## Data excerpts:
··········

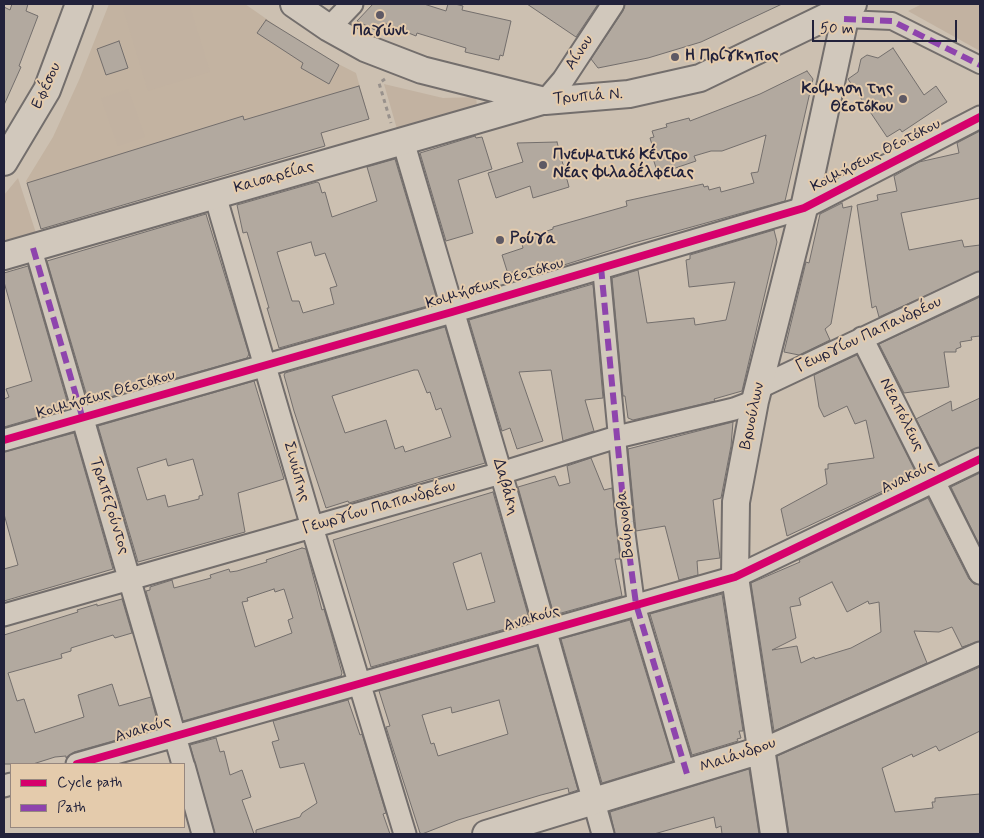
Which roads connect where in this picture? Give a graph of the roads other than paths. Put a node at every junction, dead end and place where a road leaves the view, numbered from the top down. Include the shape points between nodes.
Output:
1 (79, 4) edge
2 (294, 4) edge
3 (352, 4) edge
4 (613, 4) edge
5 (848, 8) edge
6 (329, 28) junction
7 (980, 65) edge
8 (545, 100) junction
9 (980, 117) edge
10 (400, 142) junction
11 (4, 162) edge
12 (215, 195) junction
13 (804, 208) junction
14 (33, 248) junction
15 (4, 256) edge
16 (600, 267) junction
17 (980, 283) edge
18 (452, 312) junction
19 (862, 338) junction
20 (265, 364) junction
21 (756, 394) junction
22 (82, 416) junction
23 (617, 437) junction
24 (4, 440) edge
25 (980, 460) edge
26 (501, 474) junction
27 (934, 481) junction
28 (312, 527) junction
29 (980, 573) edge
30 (735, 577) junction
31 (130, 578) junction
32 (636, 604) junction
33 (4, 615) edge
34 (546, 629) junction
35 (980, 653) edge
36 (359, 683) junction
37 (175, 735) junction
38 (761, 750) junction
39 (80, 763) edge
40 (182, 763) edge
41 (185, 772) edge
42 (686, 774) junction
43 (594, 802) junction
44 (203, 834) edge
45 (405, 834) edge
46 (486, 834) edge
47 (603, 834) edge
48 (774, 834) edge

1 - 11 street, Εφέσου via 47,90
2 - 6 street, Τρυπιά Ν.
3 - 6 street
4 - 8 street, Αίνου via 563,80
5 - 7 street via 892,21
5 - 8 street, Τρυπιά Ν. via 700,78 630,94
5 - 13 street, Βρυούλων
6 - 8 street, Τρυπιά Ν. via 365,48 422,70
8 - 10 street, Καισαρείας
9 - 13 street, Κοιμήσεως Θεοτόκου
10 - 12 street, Καισαρείας
10 - 18 street, Δαβάκη
12 - 14 street, Καισαρείας
12 - 20 street, Σινώπης
13 - 16 street, Κοιμήσεως Θεοτόκου
13 - 21 street, Βρυούλων
14 - 15 street, Καισαρείας
14 - 22 street, Τραπεζούντος
16 - 18 street, Κοιμήσεως Θεοτόκου
16 - 23 street, Βούρνοβα
17 - 19 street, Γεωργίου Παπανδρέου
18 - 20 street, Κοιμήσεως Θεοτόκου
18 - 26 street, Δαβάκη
19 - 21 street, Γεωργίου Παπανδρέου
19 - 27 street, Νεαπόλεως
20 - 22 street, Κοιμήσεως Θεοτόκου
20 - 28 street, Σινώπης
21 - 23 street, Γεωργίου Παπανδρέου via 734,409
21 - 30 street, Βρυούλων via 736,502
22 - 24 street, Κοιμήσεως Θεοτόκου
22 - 31 street, Τραπεζούντος
23 - 26 street, Γεωργίου Παπανδρέου
23 - 32 street, Βούρνοβα
25 - 27 street, Ανακούς
26 - 28 street, Γεωργίου Παπανδρέου
26 - 34 street, Δαβάκη
27 - 29 street, Νεαπόλεως
27 - 30 street, Ανακούς
28 - 31 street, Γεωργίου Παπανδρέου
28 - 36 street, Σινώπης
30 - 32 street, Ανακούς
30 - 38 street, Βρυούλων
31 - 33 street, Γεωργίου Παπανδρέου
31 - 37 street, Τραπεζούντος
32 - 34 street, Ανακούς
32 - 42 street, Βούρνοβα
34 - 36 street, Ανακούς
34 - 43 street, Δαβάκη
35 - 38 street, Μαιάνδρου
36 - 37 street, Ανακούς
36 - 45 street, Σινώπης
37 - 39 street, Ανακούς
37 - 40 street, Τραπεζούντος
38 - 42 street, Μαιάνδρου
38 - 48 street, Βρυούλων
41 - 44 street, Τραπεζούντος
42 - 43 street, Μαιάνδρου
43 - 46 street, Μαιάνδρου
43 - 47 street, Δαβάκη

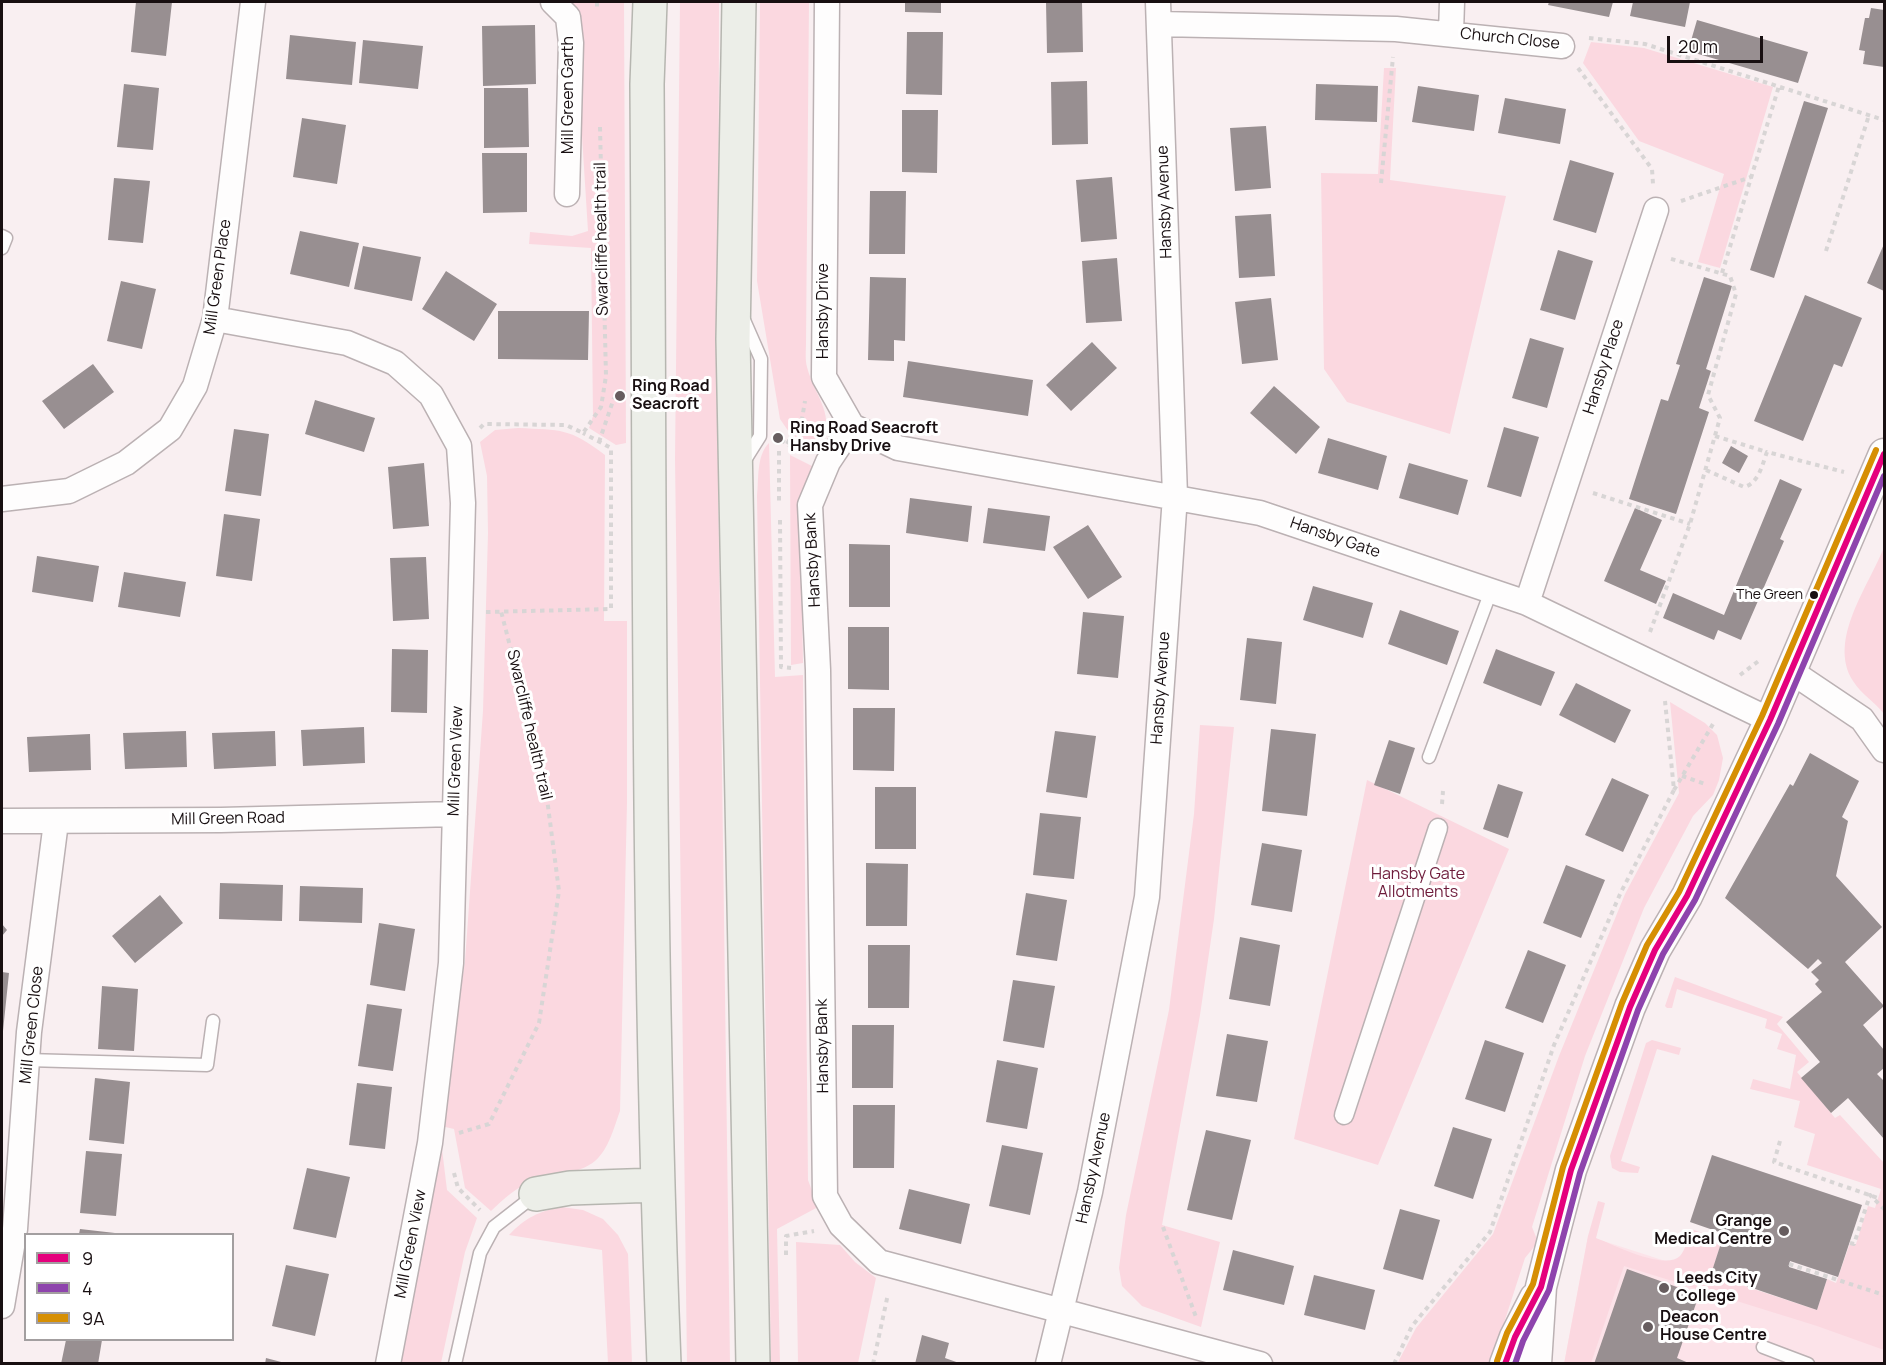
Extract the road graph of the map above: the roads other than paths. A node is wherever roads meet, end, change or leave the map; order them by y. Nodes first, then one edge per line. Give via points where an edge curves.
1 (253, 2) edge
2 (553, 2) edge
3 (650, 2) edge
4 (739, 2) edge
5 (828, 2) edge
6 (1452, 2) edge
7 (1159, 13) edge
8 (1451, 33) junction
9 (1562, 46) road end
10 (563, 200) dead end
11 (1656, 210) road end
12 (2, 236) edge
13 (2, 248) edge
14 (215, 319) junction
15 (852, 426) junction
16 (1879, 467) edge
17 (1175, 496) junction
18 (2, 499) edge
19 (1491, 591) junction
20 (1527, 603) junction
21 (1792, 672) junction
22 (1770, 720) junction
23 (1884, 750) edge
24 (1429, 757) dead end
25 (455, 814) junction
26 (2, 821) edge
27 (56, 822) junction
28 (1438, 828) dead end
29 (213, 1021) dead end
30 (27, 1060) junction
31 (1344, 1115) dead end
32 (657, 1185) junction
33 (536, 1194) joint
34 (8, 1228) edge
35 (1541, 1287) junction
36 (2, 1306) edge
37 (1062, 1310) junction
38 (1763, 1347) dead end
39 (388, 1364) edge
40 (455, 1364) edge
41 (664, 1364) edge
42 (753, 1364) edge
43 (1048, 1364) edge
44 (1260, 1364) edge
45 (1506, 1364) edge
46 (1536, 1364) edge
47 (1808, 1364) edge

1 - 14 street, Mill Green Place
2 - 10 street, Mill Green Garth via 568,17 571,43
3 - 32 highway via 647,84
4 - 42 highway via 734,295
5 - 15 street, Hansby Drive via 824,377
6 - 8 street
7 - 8 street, Church Close
7 - 17 street, Hansby Avenue
8 - 9 street, Church Close
11 - 20 street, Hansby Place
12 - 13 lane via 6,238
14 - 18 street, Mill Green Place via 195,386 170,429 126,464 69,491
14 - 25 street, Mill Green View via 347,343 394,363 431,395 459,446 463,502
15 - 17 street via 898,448
15 - 37 street, Hansby Bank via 828,462 810,505 818,670 825,1196 841,1226 879,1262
16 - 21 street
17 - 19 street, Hansby Gate via 1260,513
17 - 37 street, Hansby Avenue via 1147,897 1090,1192
19 - 20 street, Hansby Gate
19 - 24 lane
20 - 22 street, Hansby Gate
21 - 22 street
21 - 23 street via 1862,719
22 - 35 street via 1630,1007 1571,1170
25 - 27 street, Mill Green Road
25 - 39 street, Mill Green View via 451,963 439,1140
26 - 27 street, Mill Green Road
27 - 30 street, Mill Green Close
28 - 31 street
29 - 30 lane via 207,1065
30 - 34 street, Mill Green Close
32 - 33 highway via 570,1188
32 - 41 highway
33 - 40 lane via 494,1227 480,1253
34 - 36 street, Mill Green Close
35 - 45 street
35 - 46 street
37 - 43 street, Hansby Avenue
37 - 44 street, Hansby Bank
38 - 47 lane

··········

## What you will do:
The copy should match the records above exactly, except that pictures are dropped.

## Answer to the problem:
Which roads connect where in this picture? Give a graph of the roads other than paths. Put a node at every junction, dead end and place where a road leaves the view, numbered from the top down. Include the shape points between nodes.
Output:
1 (79, 4) edge
2 (294, 4) edge
3 (352, 4) edge
4 (613, 4) edge
5 (848, 8) edge
6 (329, 28) junction
7 (980, 65) edge
8 (545, 100) junction
9 (980, 117) edge
10 (400, 142) junction
11 (4, 162) edge
12 (215, 195) junction
13 (804, 208) junction
14 (33, 248) junction
15 (4, 256) edge
16 (600, 267) junction
17 (980, 283) edge
18 (452, 312) junction
19 (862, 338) junction
20 (265, 364) junction
21 (756, 394) junction
22 (82, 416) junction
23 (617, 437) junction
24 (4, 440) edge
25 (980, 460) edge
26 (501, 474) junction
27 (934, 481) junction
28 (312, 527) junction
29 (980, 573) edge
30 (735, 577) junction
31 (130, 578) junction
32 (636, 604) junction
33 (4, 615) edge
34 (546, 629) junction
35 (980, 653) edge
36 (359, 683) junction
37 (175, 735) junction
38 (761, 750) junction
39 (80, 763) edge
40 (182, 763) edge
41 (185, 772) edge
42 (686, 774) junction
43 (594, 802) junction
44 (203, 834) edge
45 (405, 834) edge
46 (486, 834) edge
47 (603, 834) edge
48 (774, 834) edge

1 - 11 street, Εφέσου via 47,90
2 - 6 street, Τρυπιά Ν.
3 - 6 street
4 - 8 street, Αίνου via 563,80
5 - 7 street via 892,21
5 - 8 street, Τρυπιά Ν. via 700,78 630,94
5 - 13 street, Βρυούλων
6 - 8 street, Τρυπιά Ν. via 365,48 422,70
8 - 10 street, Καισαρείας
9 - 13 street, Κοιμήσεως Θεοτόκου
10 - 12 street, Καισαρείας
10 - 18 street, Δαβάκη
12 - 14 street, Καισαρείας
12 - 20 street, Σινώπης
13 - 16 street, Κοιμήσεως Θεοτόκου
13 - 21 street, Βρυούλων
14 - 15 street, Καισαρείας
14 - 22 street, Τραπεζούντος
16 - 18 street, Κοιμήσεως Θεοτόκου
16 - 23 street, Βούρνοβα
17 - 19 street, Γεωργίου Παπανδρέου
18 - 20 street, Κοιμήσεως Θεοτόκου
18 - 26 street, Δαβάκη
19 - 21 street, Γεωργίου Παπανδρέου
19 - 27 street, Νεαπόλεως
20 - 22 street, Κοιμήσεως Θεοτόκου
20 - 28 street, Σινώπης
21 - 23 street, Γεωργίου Παπανδρέου via 734,409
21 - 30 street, Βρυούλων via 736,502
22 - 24 street, Κοιμήσεως Θεοτόκου
22 - 31 street, Τραπεζούντος
23 - 26 street, Γεωργίου Παπανδρέου
23 - 32 street, Βούρνοβα
25 - 27 street, Ανακούς
26 - 28 street, Γεωργίου Παπανδρέου
26 - 34 street, Δαβάκη
27 - 29 street, Νεαπόλεως
27 - 30 street, Ανακούς
28 - 31 street, Γεωργίου Παπανδρέου
28 - 36 street, Σινώπης
30 - 32 street, Ανακούς
30 - 38 street, Βρυούλων
31 - 33 street, Γεωργίου Παπανδρέου
31 - 37 street, Τραπεζούντος
32 - 34 street, Ανακούς
32 - 42 street, Βούρνοβα
34 - 36 street, Ανακούς
34 - 43 street, Δαβάκη
35 - 38 street, Μαιάνδρου
36 - 37 street, Ανακούς
36 - 45 street, Σινώπης
37 - 39 street, Ανακούς
37 - 40 street, Τραπεζούντος
38 - 42 street, Μαιάνδρου
38 - 48 street, Βρυούλων
41 - 44 street, Τραπεζούντος
42 - 43 street, Μαιάνδρου
43 - 46 street, Μαιάνδρου
43 - 47 street, Δαβάκη

Extract the road graph of the map above: the roads other than paths. A node is wherever roads meet, end, change or leave the map; order them by y. Nodes first, then one edge per line. Give via points where an edge curves.
1 (253, 2) edge
2 (553, 2) edge
3 (650, 2) edge
4 (739, 2) edge
5 (828, 2) edge
6 (1452, 2) edge
7 (1159, 13) edge
8 (1451, 33) junction
9 (1562, 46) road end
10 (563, 200) dead end
11 (1656, 210) road end
12 (2, 236) edge
13 (2, 248) edge
14 (215, 319) junction
15 (852, 426) junction
16 (1879, 467) edge
17 (1175, 496) junction
18 (2, 499) edge
19 (1491, 591) junction
20 (1527, 603) junction
21 (1792, 672) junction
22 (1770, 720) junction
23 (1884, 750) edge
24 (1429, 757) dead end
25 (455, 814) junction
26 (2, 821) edge
27 (56, 822) junction
28 (1438, 828) dead end
29 (213, 1021) dead end
30 (27, 1060) junction
31 (1344, 1115) dead end
32 (657, 1185) junction
33 (536, 1194) joint
34 (8, 1228) edge
35 (1541, 1287) junction
36 (2, 1306) edge
37 (1062, 1310) junction
38 (1763, 1347) dead end
39 (388, 1364) edge
40 (455, 1364) edge
41 (664, 1364) edge
42 (753, 1364) edge
43 (1048, 1364) edge
44 (1260, 1364) edge
45 (1506, 1364) edge
46 (1536, 1364) edge
47 (1808, 1364) edge

1 - 14 street, Mill Green Place
2 - 10 street, Mill Green Garth via 568,17 571,43
3 - 32 highway via 647,84
4 - 42 highway via 734,295
5 - 15 street, Hansby Drive via 824,377
6 - 8 street
7 - 8 street, Church Close
7 - 17 street, Hansby Avenue
8 - 9 street, Church Close
11 - 20 street, Hansby Place
12 - 13 lane via 6,238
14 - 18 street, Mill Green Place via 195,386 170,429 126,464 69,491
14 - 25 street, Mill Green View via 347,343 394,363 431,395 459,446 463,502
15 - 17 street via 898,448
15 - 37 street, Hansby Bank via 828,462 810,505 818,670 825,1196 841,1226 879,1262
16 - 21 street
17 - 19 street, Hansby Gate via 1260,513
17 - 37 street, Hansby Avenue via 1147,897 1090,1192
19 - 20 street, Hansby Gate
19 - 24 lane
20 - 22 street, Hansby Gate
21 - 22 street
21 - 23 street via 1862,719
22 - 35 street via 1630,1007 1571,1170
25 - 27 street, Mill Green Road
25 - 39 street, Mill Green View via 451,963 439,1140
26 - 27 street, Mill Green Road
27 - 30 street, Mill Green Close
28 - 31 street
29 - 30 lane via 207,1065
30 - 34 street, Mill Green Close
32 - 33 highway via 570,1188
32 - 41 highway
33 - 40 lane via 494,1227 480,1253
34 - 36 street, Mill Green Close
35 - 45 street
35 - 46 street
37 - 43 street, Hansby Avenue
37 - 44 street, Hansby Bank
38 - 47 lane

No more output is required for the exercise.